"It's rather more than I could have reasonably expected," said Mr. Barclay, "but when you haven't much to act upon it's wise to make the most of what you've got and leave the rest to chance. Now you may as well shovel that dirt back."

"Aren't you going to take the thing out?" Frank asked in astonishment.

"No," replied Mr. Barclay, "I don't think it's necessary. It wouldn't be the first time I'd seen opium and we don't want to leave too plain a trail behind us. As we have spent some time on the island already, hadn't you better get to work?"

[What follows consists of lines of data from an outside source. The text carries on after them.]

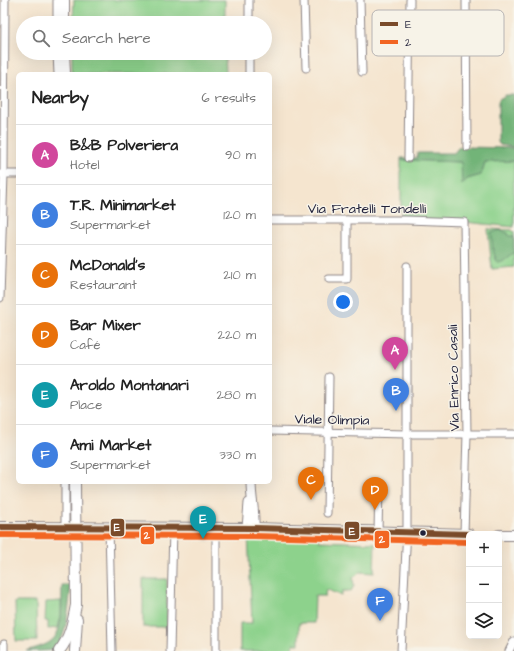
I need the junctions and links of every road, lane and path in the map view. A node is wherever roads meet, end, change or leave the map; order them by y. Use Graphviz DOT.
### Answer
graph roads {
  1 [pos="4,0"];
  2 [pos="57,0"];
  3 [pos="64,0"];
  4 [pos="249,0"];
  5 [pos="304,0"];
  6 [pos="360,0"];
  7 [pos="410,0"];
  8 [pos="466,0"];
  9 [pos="410,10"];
  10 [pos="466,10"];
  11 [pos="57,16"];
  12 [pos="64,16"];
  13 [pos="249,16"];
  14 [pos="409,56"];
  15 [pos="466,56"];
  16 [pos="57,60"];
  17 [pos="64,60"];
  18 [pos="249,60"];
  19 [pos="306,68"];
  20 [pos="58,72"];
  21 [pos="65,72"];
  22 [pos="249,72"];
  23 [pos="362,72"];
  24 [pos="467,147"];
  25 [pos="408,158"];
  26 [pos="2,174"];
  27 [pos="16,174"];
  28 [pos="272,220"];
  29 [pos="348,220"];
  30 [pos="464,222"];
  31 [pos="407,266"];
  32 [pos="329,279"];
  33 [pos="0,298"];
  34 [pos="329,377"];
  35 [pos="272,431"];
  36 [pos="328,432"];
  37 [pos="407,434"];
  38 [pos="467,434"];
  39 [pos="514,434"];
  40 [pos="65,484"];
  41 [pos="75,484"];
  42 [pos="252,484"];
  43 [pos="379,484"];
  44 [pos="327,513"];
  45 [pos="0,527"];
  46 [pos="65,527"];
  47 [pos="109,528"];
  48 [pos="173,528"];
  49 [pos="216,528"];
  50 [pos="251,528"];
  51 [pos="467,531"];
  52 [pos="378,532"];
  53 [pos="406,532"];
  54 [pos="466,534"];
  55 [pos="502,535"];
  56 [pos="514,536"];
  57 [pos="76,605"];
  58 [pos="514,641"];
  59 [pos="59,651"];
  60 [pos="74,651"];
  61 [pos="112,651"];
  62 [pos="170,651"];
  63 [pos="216,651"];
  64 [pos="401,651"];
  65 [pos="509,651"];
  1 -- 26 [label="street"];
  2 -- 11 [label="street"];
  3 -- 12 [label="main road"];
  4 -- 13 [label="street"];
  5 -- 19 [label="street"];
  6 -- 23 [label="street"];
  7 -- 9 [label="street"];
  8 -- 10 [label="street"];
  14 -- 25 [label="street"];
  15 -- 24 [label="street"];
  16 -- 20 [label="street"];
  17 -- 21 [label="main road"];
  18 -- 22 [label="street"];
  26 -- 27 [label="street"];
  26 -- 33 [label="street"];
  28 -- 29 [label="street, Via Fratelli Tondelli"];
  29 -- 30 [label="street, Via Fratelli Tondelli"];
  29 -- 32 [label="street"];
  30 -- 38 [label="street, Via Enrico Casali"];
  31 -- 37 [label="street"];
  34 -- 36 [label="street"];
  35 -- 36 [label="street, Viale Olimpia"];
  36 -- 37 [label="street, Viale Olimpia"];
  36 -- 44 [label="street"];
  37 -- 38 [label="street, Viale Olimpia"];
  37 -- 53 [label="street"];
  38 -- 39 [label="street, Viale Olimpia"];
  38 -- 51 [label="street, Via Enrico Casali"];
  40 -- 46 [label="street"];
  41 -- 57 [label="main road, bridge"];
  42 -- 50 [label="street"];
  43 -- 52 [label="street"];
  45 -- 46 [label="main road"];
  46 -- 47 [label="main road"];
  47 -- 48 [label="main road"];
  47 -- 61 [label="street"];
  48 -- 49 [label="main road"];
  48 -- 62 [label="street"];
  49 -- 50 [label="main road"];
  49 -- 63 [label="street"];
  50 -- 52 [label="main road"];
  52 -- 53 [label="main road"];
  53 -- 54 [label="main road"];
  53 -- 64 [label="street"];
  55 -- 56 [label="main road"];
  57 -- 59 [label="main road"];
  57 -- 60 [label="main road"];
  58 -- 65 [label="street"];
  59 -- 60 [label="main road"];
}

Frank flung back the soil and when he had finished Harry replaced the loose fern which he had carefully laid aside. He did not, however, seem satisfied with the way he had arranged it and when he looked up at Mr. Barclay his manner was diffident.

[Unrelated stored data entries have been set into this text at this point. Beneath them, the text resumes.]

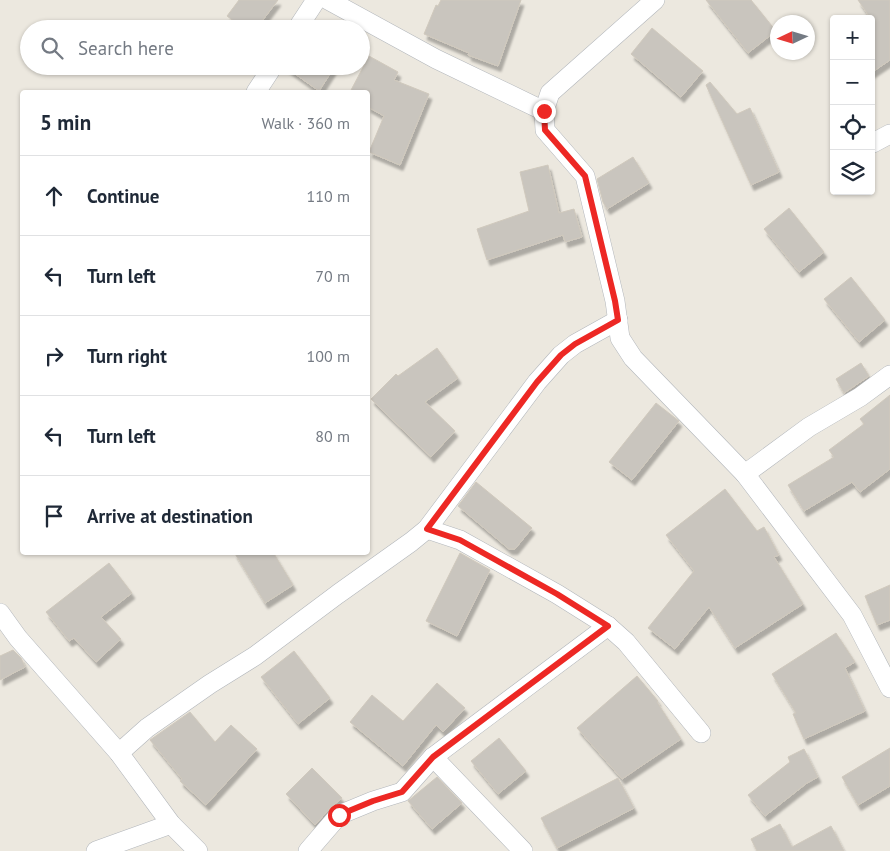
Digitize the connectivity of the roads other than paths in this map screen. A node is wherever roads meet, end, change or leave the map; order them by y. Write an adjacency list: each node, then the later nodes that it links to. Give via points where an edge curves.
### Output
1 (316, 0): 4 (street)
2 (328, 0): 5 (street)
3 (655, 0): 9 (street, via 550,93)
4 (304, 20)
5 (365, 20)
6 (370, 23): 9 (street)
7 (267, 75): 8 (street)
8 (257, 90)
9 (544, 111): 12 (street, via 545,130 585,176)
10 (890, 134): 11 (street)
11 (875, 142)
12 (618, 320): 14 (street, via 620,338 633,358); 15 (street, via 561,355 537,382)
13 (890, 375): 14 (street, via 809,427)
14 (745, 474): 18 (street, via 852,615)
15 (427, 529): 17 (street, via 460,540); 20 (street, via 255,656 148,728)
16 (0, 613): 20 (street)
17 (608, 626): 19 (street, via 626,642); 21 (street)
18 (890, 688)
19 (701, 733)
20 (119, 753): 22 (street)
21 (433, 757): 25 (street, via 402,792 339,815); 26 (street)
22 (171, 824): 23 (street); 24 (street)
23 (96, 851)
24 (198, 851)
25 (308, 851)
26 (523, 851)

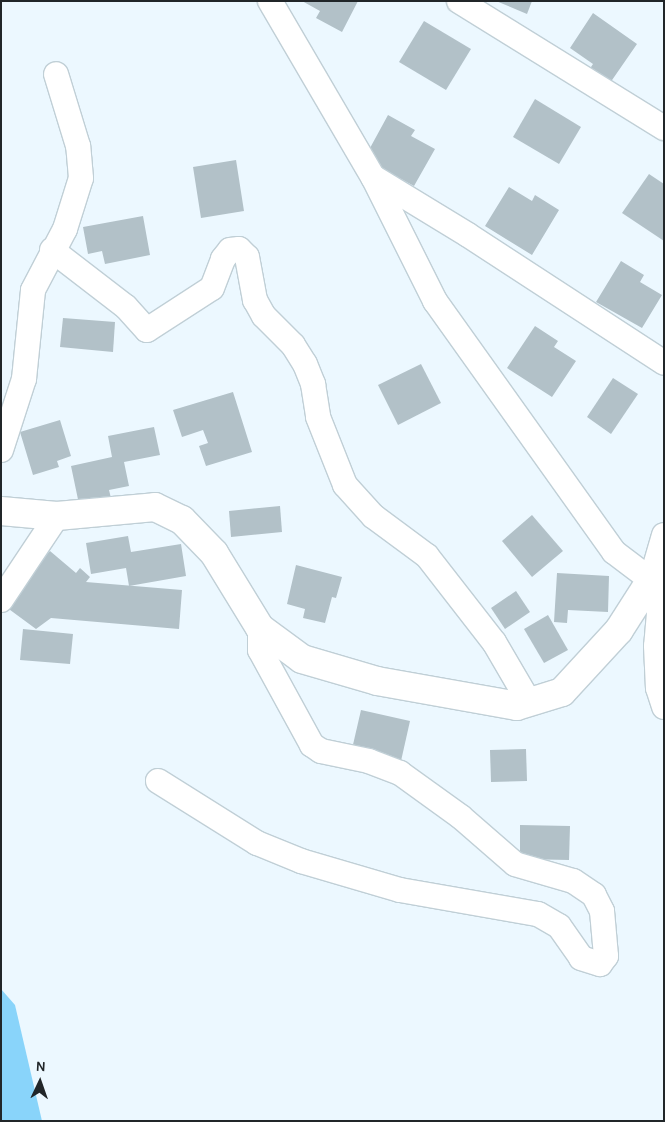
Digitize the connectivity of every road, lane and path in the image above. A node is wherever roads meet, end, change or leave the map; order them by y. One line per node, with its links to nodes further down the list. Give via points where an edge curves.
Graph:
1 (270, 1): 5 (street)
2 (459, 1): 4 (street)
3 (56, 74): 6 (street, via 78,146 81,178 65,228)
4 (664, 128)
5 (373, 177): 7 (street); 12 (street, via 435,302 614,552)
6 (52, 250): 8 (street, via 33,290 24,379); 15 (street, via 126,307 147,330 212,288 223,259 230,250 239,249 247,257 256,300 264,316 293,345 305,364 313,384 318,417 344,485 374,516 433,563 494,642)
7 (664, 363)
8 (1, 450)
9 (1, 511): 10 (street)
10 (57, 516): 13 (street); 14 (street, via 155,507 182,520 214,553)
11 (664, 535): 12 (street)
12 (658, 582): 15 (street, via 591,664 562,692); 16 (street, via 658,688)
13 (1, 600)
14 (260, 628): 15 (street, via 302,659 377,681 517,706); 17 (street, via 260,650 312,745 321,751 369,761 400,773 461,817 515,864 573,881 594,895 602,912 606,956 600,964 581,958 559,926 538,914 400,890 301,861 257,843)
15 (529, 702)
16 (664, 707)
17 (158, 781)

"I'm afraid I can't do any better in the dark," he said.

"It will probably be dark when the next man comes along," Mr. Barclay answered. "Anyway, the first breeze of wind or heavy rain will straighten things up. In the meanwhile we'll get back to the sloop."

They turned away, but they had scarcely gone a hundred yards when Mr. Barclay put his hand into his pocket and stopped.

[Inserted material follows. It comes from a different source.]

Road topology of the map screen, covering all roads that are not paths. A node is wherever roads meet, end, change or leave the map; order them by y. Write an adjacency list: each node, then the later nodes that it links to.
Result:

"I've dropped my pipe," he said. "It was rather a good one."

"Then I know where it is," Frank broke in. "You must have pulled it out with the paper. I heard something fall, but I was too interested to bother about it. If you'll wait, I'll go back and get it."

The others sat down when he left them, but he spent some minutes scrambling about near the fern before the faint gleam of a silver band upon the pipe caught his eye. Picking it up he turned back to rejoin his companions, and a few moments later he reached an opening between the firs by which they had left the hollow. The trees rose in black and shadowy masses on either side, but their ragged tops cut sharply against the sky, and a faint, uncertain light shone down into the gap between them. Soon after he strode into it Frank stopped abruptly, for there was a crackle of dry twigs and a soft rustle somewhere in front of him, and he could think of no reason why Harry or Mr. Barclay should come back. If they had wanted him to do anything they could have called him.